This case study focuses on the Marvel Studios franchise. Marvel Entertainment took a huge risk when it decided to stop licensing its’ characters to outside production companies and develop their own in-house productions via Marvel Studios. This study focuses on the history of Marvel Studios and what harm or benefit has come from the creation of Marvel Studios and the expansion into filmmaking.

Biography/History

Marvel Entertainment, Inc. is a prominent character-based entertainment company that is worldwide. The have a collection of 5,000 characters that cover a 70-year company span and sever media types (comics, toys, movies, et cetera). “Marvel’s strategy is to leverage its franchises in a growing array of opportunities around the world, including feature films, consumer products, toys, video games, animated television, direct-to-DVD and online” (Viacom). Marvel Studios mission is to “develop and manage entertainment projects that leverage Marvel’s vast universe of creative content” (Marvel.com).
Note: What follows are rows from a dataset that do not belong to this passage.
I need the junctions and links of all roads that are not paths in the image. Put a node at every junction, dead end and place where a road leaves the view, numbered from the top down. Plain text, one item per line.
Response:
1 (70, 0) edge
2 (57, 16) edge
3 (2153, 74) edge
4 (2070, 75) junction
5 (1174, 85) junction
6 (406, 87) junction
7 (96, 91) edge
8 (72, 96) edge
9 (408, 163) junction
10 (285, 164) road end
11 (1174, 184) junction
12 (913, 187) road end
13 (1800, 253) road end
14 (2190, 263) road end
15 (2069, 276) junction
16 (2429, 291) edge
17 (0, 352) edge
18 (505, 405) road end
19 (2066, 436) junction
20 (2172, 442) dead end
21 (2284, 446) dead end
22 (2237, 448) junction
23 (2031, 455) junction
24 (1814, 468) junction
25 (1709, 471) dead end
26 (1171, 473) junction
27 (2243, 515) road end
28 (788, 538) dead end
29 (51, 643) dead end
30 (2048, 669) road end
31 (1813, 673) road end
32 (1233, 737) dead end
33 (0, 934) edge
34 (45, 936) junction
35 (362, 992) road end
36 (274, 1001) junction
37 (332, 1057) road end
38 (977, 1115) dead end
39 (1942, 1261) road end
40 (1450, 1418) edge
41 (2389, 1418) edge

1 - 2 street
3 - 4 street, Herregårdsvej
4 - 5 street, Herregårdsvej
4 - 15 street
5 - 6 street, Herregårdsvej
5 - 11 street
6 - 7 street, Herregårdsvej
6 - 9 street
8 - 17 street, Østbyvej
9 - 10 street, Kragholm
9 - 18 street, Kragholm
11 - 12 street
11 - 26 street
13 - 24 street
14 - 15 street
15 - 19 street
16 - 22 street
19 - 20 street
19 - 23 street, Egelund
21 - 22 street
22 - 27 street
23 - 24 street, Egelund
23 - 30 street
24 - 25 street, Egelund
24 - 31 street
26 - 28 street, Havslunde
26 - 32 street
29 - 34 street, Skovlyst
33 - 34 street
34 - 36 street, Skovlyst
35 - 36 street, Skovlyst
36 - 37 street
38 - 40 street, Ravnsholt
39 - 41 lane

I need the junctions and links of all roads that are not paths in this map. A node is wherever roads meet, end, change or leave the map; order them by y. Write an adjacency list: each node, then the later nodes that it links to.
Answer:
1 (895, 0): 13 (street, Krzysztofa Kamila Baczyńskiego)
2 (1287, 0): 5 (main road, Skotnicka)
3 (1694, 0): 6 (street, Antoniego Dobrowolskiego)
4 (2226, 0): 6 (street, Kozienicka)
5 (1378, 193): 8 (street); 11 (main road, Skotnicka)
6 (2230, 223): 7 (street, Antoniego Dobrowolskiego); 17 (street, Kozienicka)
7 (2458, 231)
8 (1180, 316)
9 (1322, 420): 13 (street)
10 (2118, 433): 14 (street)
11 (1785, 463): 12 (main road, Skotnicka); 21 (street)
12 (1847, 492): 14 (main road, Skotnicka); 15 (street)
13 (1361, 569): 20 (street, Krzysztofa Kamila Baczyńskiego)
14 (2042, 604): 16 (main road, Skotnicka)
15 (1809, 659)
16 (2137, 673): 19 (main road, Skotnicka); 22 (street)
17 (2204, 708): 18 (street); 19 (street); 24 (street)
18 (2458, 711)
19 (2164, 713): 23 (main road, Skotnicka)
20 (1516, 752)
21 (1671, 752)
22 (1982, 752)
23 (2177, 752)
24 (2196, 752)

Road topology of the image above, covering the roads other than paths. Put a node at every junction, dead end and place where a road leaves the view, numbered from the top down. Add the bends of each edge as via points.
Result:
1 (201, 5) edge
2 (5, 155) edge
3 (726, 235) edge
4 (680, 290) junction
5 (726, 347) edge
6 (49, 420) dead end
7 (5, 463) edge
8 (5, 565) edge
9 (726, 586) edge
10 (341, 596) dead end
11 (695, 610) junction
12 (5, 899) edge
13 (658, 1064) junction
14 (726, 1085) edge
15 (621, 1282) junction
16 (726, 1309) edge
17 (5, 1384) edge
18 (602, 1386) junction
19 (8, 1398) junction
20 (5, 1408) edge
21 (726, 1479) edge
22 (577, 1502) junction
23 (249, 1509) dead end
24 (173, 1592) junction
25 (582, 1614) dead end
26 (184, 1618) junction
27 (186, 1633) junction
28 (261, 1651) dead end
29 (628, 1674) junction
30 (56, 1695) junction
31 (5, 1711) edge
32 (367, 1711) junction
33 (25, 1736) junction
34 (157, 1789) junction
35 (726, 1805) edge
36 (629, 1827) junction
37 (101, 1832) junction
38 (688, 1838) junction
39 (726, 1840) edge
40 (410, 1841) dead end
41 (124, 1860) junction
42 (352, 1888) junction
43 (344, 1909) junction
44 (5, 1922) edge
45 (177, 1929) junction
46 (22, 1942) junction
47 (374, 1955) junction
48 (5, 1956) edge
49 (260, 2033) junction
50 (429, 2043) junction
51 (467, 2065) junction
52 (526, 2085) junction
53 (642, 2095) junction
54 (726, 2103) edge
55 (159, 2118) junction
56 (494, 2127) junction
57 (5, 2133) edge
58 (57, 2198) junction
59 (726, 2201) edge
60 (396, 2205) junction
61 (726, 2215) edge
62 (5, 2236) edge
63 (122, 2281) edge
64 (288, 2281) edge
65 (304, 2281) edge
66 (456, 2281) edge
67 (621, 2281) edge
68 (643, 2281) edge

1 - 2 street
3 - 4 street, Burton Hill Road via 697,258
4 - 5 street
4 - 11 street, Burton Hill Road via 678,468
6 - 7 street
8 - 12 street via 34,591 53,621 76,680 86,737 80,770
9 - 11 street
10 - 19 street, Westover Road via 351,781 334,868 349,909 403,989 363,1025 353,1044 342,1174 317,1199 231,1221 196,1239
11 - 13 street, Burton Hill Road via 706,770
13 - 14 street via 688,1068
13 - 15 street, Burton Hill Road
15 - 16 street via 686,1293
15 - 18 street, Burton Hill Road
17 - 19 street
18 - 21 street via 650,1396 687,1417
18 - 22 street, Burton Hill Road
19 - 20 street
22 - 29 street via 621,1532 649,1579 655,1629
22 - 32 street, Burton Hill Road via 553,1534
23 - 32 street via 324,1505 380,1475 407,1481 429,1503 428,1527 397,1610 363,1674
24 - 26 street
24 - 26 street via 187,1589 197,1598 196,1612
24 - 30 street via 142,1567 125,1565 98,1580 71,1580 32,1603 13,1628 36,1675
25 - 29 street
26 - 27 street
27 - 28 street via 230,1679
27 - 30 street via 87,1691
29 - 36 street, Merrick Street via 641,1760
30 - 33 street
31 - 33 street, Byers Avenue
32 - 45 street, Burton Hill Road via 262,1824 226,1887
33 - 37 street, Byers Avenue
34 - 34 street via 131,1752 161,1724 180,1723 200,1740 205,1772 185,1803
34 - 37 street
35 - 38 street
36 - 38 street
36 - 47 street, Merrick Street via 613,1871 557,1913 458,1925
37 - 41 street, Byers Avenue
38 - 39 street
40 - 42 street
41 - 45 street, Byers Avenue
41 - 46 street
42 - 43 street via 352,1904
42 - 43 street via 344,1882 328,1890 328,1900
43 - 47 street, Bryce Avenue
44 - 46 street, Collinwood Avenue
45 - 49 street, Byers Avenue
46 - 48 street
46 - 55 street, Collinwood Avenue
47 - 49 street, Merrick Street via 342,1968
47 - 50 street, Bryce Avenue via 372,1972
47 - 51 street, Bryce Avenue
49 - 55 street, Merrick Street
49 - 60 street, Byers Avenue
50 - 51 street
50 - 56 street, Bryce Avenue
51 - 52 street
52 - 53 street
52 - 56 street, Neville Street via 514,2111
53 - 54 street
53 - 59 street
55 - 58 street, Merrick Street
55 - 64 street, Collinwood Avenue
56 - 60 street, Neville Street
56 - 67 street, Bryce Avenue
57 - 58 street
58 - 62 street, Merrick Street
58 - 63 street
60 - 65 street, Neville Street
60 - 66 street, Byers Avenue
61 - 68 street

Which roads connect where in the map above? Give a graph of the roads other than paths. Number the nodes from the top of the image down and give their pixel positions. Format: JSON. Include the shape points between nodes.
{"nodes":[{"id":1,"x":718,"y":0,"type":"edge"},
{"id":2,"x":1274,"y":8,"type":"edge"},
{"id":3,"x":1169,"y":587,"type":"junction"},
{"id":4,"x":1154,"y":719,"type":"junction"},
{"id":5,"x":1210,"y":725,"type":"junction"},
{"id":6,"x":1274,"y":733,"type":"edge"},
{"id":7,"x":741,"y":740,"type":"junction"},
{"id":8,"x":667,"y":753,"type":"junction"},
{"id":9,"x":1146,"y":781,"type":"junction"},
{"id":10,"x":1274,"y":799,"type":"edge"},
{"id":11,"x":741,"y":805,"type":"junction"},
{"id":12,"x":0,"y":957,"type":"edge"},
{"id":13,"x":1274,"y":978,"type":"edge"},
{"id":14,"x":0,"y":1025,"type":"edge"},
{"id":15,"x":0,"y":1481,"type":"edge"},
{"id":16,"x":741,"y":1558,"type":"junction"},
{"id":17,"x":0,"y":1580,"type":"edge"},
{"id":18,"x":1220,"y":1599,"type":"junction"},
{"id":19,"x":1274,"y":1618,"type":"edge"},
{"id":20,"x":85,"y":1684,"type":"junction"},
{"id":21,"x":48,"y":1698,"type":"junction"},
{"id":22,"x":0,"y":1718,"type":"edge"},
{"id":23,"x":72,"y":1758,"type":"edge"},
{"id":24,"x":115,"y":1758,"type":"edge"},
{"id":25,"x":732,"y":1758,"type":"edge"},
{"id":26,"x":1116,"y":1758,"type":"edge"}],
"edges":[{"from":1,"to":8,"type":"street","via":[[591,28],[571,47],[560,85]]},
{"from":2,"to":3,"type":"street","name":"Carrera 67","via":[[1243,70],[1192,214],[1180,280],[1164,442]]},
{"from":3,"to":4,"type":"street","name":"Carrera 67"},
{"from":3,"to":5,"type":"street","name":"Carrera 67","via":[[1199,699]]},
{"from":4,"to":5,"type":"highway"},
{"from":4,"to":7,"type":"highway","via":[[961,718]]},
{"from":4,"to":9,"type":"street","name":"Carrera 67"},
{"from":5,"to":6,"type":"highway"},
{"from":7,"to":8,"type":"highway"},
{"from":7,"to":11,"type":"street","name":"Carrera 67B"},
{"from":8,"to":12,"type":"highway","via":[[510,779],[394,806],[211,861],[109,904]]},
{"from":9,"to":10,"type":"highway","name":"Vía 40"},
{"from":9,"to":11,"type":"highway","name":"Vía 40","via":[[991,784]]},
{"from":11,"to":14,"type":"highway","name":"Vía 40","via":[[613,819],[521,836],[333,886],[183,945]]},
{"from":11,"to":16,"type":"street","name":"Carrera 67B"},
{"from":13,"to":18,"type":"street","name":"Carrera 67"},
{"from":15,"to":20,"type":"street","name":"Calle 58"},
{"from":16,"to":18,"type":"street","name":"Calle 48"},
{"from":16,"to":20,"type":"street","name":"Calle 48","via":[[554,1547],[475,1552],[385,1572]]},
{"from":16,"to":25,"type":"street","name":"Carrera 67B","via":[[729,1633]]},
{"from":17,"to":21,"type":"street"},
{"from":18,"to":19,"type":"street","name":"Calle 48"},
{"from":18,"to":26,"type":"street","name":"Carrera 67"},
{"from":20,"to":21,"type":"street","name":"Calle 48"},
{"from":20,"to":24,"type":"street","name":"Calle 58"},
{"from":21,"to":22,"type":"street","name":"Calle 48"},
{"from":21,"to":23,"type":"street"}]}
Throughout the 1970s and 1980s, Marvel had licensed out a number of their characters for movies and direct-to-TV productions. Very few of these are remembered today. One that you might recall is Howard the Duck; it didn’t do so well in the box office. The reasoning behind such failures was the lack of research the company put into it’s licensing (Stax).

Marvel Studios was created in the 1990s and it run by Avi Arad (President and CEO). Prior to heading Marvel Studios, Avi Arad had become one of the world’s most predominant toy designers, he produced children’s programming and had created dozens of successful products. Arad is titled with Producer and or Executive Producer in all of the Marvel films (Stax).